Popular Science Monthly/Volume 86/April 1915/A History of Tahiti II
|A HISTORY OF TAHITI. II|
CARNEGIE INSTITUTION OF WASHINGTON
BUT now an era of greed and hate had come, and as traders scattered firearms among the chiefs, war degenerated into murder, and in an orgie of viciousness inspired by drink, degraded by vile whites, and depleted by introduced disease, the natives dwindled rapidly. The vast numbers seen by Cook and Wallis were no more. In 1798 William Wilson estimated the population at only 16,000, but in 1802 according to Jefferson and Scott, it was not greater than 7,000 and, Ellis says the death rate exceeded the births until 1820 when other influences developed which tended to stem the tide of extinction. But Admiral Wilkes states that up to 1839 the births and deaths were almost exactly equal in numbers, and even to-day there are not more than 7,000 natives on the Island of Tahiti.

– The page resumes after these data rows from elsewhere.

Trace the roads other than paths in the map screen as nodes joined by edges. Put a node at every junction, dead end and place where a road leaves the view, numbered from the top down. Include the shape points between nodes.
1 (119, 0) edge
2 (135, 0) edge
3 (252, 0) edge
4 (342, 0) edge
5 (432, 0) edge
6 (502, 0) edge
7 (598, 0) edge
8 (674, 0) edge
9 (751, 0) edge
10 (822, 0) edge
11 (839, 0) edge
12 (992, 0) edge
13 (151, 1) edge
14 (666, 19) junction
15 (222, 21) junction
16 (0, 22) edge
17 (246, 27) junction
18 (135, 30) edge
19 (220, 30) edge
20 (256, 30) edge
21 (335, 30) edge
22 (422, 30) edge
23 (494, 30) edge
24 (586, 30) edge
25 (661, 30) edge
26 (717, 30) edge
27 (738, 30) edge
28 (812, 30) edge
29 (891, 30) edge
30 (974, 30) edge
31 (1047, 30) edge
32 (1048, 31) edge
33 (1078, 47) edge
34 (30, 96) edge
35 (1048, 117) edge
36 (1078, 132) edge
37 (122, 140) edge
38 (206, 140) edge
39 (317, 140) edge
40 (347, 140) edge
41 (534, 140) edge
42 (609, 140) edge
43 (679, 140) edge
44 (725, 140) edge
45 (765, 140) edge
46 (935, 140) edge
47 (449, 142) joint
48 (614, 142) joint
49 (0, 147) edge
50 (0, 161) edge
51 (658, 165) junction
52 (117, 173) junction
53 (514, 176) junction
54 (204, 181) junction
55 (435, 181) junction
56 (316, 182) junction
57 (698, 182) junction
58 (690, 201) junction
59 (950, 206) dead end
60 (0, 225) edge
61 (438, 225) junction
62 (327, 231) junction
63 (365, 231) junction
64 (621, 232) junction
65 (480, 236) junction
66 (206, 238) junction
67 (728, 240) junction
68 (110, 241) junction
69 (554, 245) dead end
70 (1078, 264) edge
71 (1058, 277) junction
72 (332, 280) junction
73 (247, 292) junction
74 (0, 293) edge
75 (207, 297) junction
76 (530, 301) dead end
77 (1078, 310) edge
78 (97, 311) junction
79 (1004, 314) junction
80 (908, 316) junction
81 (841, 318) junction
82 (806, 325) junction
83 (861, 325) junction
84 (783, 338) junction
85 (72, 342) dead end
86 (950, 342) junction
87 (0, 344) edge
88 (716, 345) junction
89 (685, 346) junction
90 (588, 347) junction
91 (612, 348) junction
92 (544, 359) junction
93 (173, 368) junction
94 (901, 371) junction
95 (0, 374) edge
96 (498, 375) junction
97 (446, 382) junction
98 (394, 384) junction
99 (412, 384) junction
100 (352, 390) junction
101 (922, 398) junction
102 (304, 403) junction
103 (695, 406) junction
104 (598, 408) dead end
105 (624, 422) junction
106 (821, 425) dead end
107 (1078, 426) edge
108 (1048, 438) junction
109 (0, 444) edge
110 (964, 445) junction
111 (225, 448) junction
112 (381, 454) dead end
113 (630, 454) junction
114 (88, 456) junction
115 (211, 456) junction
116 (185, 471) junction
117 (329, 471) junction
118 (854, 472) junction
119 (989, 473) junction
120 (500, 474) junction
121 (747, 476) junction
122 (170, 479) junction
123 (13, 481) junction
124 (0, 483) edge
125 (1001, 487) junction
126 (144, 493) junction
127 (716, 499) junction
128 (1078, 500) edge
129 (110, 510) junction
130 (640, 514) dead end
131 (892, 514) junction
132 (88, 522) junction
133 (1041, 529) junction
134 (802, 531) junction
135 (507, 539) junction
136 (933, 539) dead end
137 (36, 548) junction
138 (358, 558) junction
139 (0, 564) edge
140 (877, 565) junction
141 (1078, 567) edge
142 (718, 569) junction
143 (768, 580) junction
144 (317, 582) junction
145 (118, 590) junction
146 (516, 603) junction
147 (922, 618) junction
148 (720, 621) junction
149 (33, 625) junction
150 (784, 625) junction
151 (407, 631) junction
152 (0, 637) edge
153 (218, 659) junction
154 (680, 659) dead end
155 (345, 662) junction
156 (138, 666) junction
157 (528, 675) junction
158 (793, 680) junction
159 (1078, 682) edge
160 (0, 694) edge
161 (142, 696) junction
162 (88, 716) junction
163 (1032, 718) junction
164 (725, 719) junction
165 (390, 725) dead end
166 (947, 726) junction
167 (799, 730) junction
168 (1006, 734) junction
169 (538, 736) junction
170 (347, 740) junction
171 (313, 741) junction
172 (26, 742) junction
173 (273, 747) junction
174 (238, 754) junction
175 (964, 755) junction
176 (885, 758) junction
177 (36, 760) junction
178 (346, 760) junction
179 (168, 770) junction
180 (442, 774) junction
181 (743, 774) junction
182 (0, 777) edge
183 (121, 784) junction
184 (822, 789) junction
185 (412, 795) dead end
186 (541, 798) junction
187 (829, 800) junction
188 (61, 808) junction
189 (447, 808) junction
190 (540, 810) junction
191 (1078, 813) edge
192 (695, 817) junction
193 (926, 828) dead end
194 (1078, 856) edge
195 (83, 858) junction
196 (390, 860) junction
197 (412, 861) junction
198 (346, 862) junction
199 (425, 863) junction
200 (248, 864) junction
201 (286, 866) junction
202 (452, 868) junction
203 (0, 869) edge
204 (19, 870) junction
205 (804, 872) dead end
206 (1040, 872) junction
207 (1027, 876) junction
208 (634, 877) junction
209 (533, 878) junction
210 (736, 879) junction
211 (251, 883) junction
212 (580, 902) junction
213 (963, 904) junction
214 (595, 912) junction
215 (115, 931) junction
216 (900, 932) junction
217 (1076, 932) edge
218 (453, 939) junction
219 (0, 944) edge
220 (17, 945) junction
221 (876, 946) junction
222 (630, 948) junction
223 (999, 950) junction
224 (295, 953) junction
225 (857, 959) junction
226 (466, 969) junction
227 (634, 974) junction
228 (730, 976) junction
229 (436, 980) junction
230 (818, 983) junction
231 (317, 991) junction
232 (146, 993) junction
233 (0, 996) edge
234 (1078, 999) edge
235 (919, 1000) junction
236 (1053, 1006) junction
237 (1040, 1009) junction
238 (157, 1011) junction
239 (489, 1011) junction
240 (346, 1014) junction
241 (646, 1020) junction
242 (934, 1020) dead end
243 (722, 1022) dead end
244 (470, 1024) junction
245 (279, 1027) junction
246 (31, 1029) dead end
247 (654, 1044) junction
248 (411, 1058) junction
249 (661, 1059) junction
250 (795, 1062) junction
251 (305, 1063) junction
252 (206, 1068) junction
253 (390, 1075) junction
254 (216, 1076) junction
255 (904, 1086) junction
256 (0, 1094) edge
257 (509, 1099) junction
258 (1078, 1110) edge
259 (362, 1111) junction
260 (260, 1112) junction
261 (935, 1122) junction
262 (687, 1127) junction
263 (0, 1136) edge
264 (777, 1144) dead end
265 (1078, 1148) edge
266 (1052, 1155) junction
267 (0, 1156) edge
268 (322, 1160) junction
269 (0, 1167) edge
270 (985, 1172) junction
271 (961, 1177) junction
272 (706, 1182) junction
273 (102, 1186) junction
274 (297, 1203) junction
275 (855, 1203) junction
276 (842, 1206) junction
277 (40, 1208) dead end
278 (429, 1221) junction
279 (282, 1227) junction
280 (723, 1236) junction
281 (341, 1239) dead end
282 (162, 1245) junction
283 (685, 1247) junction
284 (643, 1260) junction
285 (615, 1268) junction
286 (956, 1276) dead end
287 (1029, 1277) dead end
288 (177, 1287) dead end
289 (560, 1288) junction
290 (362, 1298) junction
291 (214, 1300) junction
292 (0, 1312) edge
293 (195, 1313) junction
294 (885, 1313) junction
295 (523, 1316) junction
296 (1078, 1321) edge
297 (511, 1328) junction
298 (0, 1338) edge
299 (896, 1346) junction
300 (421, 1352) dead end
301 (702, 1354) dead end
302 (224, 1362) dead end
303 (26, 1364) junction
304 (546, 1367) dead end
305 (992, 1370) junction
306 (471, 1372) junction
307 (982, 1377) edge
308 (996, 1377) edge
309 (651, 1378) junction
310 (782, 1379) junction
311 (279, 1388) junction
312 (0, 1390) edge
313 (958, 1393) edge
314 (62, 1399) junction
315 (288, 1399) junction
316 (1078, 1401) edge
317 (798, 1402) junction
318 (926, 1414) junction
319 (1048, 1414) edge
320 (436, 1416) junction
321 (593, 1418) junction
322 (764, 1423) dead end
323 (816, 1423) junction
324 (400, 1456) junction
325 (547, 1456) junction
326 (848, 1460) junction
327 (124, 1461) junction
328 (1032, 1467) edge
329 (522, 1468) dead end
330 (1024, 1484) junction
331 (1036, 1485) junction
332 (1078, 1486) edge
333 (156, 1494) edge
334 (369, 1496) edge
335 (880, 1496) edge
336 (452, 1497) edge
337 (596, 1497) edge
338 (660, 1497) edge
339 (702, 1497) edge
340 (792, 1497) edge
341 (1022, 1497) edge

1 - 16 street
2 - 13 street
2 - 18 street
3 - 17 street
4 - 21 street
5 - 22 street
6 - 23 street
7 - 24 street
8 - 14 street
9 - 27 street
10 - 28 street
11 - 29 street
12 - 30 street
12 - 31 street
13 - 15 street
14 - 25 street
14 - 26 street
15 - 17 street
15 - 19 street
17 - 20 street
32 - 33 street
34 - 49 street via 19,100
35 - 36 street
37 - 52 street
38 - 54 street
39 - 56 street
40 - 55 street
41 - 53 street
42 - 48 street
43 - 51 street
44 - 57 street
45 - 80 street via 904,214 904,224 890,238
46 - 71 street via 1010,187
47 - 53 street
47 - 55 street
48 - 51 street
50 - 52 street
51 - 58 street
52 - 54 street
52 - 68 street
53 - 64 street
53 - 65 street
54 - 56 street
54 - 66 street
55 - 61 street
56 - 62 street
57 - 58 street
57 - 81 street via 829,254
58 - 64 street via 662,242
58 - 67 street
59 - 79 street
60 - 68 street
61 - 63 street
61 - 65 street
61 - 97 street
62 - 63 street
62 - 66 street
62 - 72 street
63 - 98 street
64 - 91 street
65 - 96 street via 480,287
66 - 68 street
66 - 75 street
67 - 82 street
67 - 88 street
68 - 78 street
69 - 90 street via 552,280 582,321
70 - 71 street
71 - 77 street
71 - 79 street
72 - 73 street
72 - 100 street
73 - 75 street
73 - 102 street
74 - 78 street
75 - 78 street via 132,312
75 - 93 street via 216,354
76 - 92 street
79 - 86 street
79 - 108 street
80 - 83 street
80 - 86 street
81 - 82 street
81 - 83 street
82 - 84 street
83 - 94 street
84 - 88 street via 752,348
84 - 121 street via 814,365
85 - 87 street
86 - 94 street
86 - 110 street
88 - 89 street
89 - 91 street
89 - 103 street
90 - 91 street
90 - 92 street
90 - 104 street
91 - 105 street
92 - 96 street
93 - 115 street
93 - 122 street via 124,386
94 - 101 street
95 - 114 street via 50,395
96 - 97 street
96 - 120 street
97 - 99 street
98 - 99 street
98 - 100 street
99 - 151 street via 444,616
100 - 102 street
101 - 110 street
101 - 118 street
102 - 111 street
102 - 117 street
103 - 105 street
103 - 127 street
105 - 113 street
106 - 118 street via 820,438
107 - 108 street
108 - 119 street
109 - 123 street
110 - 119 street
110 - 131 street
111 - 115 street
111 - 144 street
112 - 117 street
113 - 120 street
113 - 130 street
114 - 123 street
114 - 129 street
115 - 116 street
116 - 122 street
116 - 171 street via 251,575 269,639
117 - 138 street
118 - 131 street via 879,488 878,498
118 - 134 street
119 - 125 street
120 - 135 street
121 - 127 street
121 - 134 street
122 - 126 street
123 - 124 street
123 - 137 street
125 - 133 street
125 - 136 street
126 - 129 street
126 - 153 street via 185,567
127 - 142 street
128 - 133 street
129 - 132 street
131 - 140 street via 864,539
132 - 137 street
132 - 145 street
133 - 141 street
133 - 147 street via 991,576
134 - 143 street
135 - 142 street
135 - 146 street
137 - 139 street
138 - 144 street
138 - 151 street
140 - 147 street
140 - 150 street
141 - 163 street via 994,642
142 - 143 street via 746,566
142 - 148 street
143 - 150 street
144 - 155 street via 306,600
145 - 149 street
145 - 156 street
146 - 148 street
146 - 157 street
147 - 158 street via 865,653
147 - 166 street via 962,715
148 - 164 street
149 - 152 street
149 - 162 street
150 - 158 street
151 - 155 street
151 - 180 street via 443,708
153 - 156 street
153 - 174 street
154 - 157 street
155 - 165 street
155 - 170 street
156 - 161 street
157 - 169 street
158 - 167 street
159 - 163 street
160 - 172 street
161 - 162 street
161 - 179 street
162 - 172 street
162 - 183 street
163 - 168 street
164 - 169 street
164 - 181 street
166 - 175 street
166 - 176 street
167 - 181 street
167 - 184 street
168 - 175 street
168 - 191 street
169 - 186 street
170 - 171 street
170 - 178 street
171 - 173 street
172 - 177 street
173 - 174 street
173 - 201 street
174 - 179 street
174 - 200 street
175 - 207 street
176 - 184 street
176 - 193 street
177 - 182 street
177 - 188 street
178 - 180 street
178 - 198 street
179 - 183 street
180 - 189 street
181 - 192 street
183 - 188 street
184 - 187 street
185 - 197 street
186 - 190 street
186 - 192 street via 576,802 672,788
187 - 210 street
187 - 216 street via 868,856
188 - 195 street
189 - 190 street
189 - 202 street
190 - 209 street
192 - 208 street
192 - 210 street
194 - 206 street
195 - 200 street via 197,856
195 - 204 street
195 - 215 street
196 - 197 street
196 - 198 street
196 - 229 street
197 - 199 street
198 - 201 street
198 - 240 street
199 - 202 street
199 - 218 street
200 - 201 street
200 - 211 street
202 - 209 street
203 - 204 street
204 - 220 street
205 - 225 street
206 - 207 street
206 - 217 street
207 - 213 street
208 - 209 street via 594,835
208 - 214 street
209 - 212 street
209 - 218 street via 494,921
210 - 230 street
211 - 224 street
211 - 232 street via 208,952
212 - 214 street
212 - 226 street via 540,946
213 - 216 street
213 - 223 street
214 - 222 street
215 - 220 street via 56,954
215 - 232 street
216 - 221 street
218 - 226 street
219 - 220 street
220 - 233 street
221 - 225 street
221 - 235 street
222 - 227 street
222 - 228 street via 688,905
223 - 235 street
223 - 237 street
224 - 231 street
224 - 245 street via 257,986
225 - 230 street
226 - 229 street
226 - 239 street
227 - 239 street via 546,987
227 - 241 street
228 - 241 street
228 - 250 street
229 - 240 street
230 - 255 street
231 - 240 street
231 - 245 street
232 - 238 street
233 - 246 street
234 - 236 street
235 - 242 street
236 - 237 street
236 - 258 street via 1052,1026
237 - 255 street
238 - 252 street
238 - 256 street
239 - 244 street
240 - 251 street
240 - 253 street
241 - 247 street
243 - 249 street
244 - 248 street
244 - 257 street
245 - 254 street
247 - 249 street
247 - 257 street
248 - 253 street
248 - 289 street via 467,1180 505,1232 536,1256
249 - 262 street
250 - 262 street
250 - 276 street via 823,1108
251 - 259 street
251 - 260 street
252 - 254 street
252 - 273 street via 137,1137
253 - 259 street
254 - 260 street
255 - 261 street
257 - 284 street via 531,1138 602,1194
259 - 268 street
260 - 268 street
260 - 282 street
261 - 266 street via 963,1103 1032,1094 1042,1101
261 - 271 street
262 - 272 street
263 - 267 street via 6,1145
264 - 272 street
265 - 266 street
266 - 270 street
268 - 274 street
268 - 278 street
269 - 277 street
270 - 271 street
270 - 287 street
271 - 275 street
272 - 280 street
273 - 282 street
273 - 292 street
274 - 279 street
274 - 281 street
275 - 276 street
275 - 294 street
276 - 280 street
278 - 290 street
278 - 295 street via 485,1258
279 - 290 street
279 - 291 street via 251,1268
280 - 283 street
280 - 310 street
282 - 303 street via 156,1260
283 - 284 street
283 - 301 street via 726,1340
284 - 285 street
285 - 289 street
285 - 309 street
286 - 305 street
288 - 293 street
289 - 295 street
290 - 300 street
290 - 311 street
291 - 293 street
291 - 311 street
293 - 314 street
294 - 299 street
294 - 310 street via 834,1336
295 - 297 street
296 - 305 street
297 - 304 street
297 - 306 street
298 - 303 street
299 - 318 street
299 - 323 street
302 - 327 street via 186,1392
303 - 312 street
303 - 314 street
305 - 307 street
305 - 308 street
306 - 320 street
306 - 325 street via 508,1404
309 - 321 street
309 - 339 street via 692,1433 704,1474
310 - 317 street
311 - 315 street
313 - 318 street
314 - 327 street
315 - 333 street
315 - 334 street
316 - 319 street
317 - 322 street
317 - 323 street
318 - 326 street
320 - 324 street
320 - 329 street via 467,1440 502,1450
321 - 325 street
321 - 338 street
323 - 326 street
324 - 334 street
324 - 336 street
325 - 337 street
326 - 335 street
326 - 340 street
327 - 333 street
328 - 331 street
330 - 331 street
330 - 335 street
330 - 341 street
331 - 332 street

This fixity of population after an initial period of decline has been observed elsewhere in the South Seas. In Tahiti it was due mainly to the introduction of Christianity, which prohibited infanticide and human sacrifices, and checked native warfare. At the same time, however, the adoption of Christianity contributed to the increase of certain fatal diseases, notably tuberculosis, through the enforced wearing of dirty European clothing, and the too hastily effected efforts of European teachers to develop "the family ties" thus causing the natives to huddle together in unsanitary, ill-ventilated "shanties" of European pattern. The listlessness and loss of interest in life resulting from the prohibition or disuse of old games, arts and crafts, also led to the development of clandestine immoralities and drunkenness, and in many groups the population has decreased steadily and is still declining. Thus in the Marquesas the decline has been from about 20,000 in 18-12 to about 3,400 in 1911; in Hawaii from 130,300 in 1832 to 29,800 in 1900; in Tonga from 30,000 in 1880 to 17,500 in 1900; in Samoa from 37,000 in 1849 to 31,300 in 1882; in Fiji from about 140,000 in 1871 to 87,000 in 1911; and in New Zealand from 44,000 in 1881 to 40,000 in 1891.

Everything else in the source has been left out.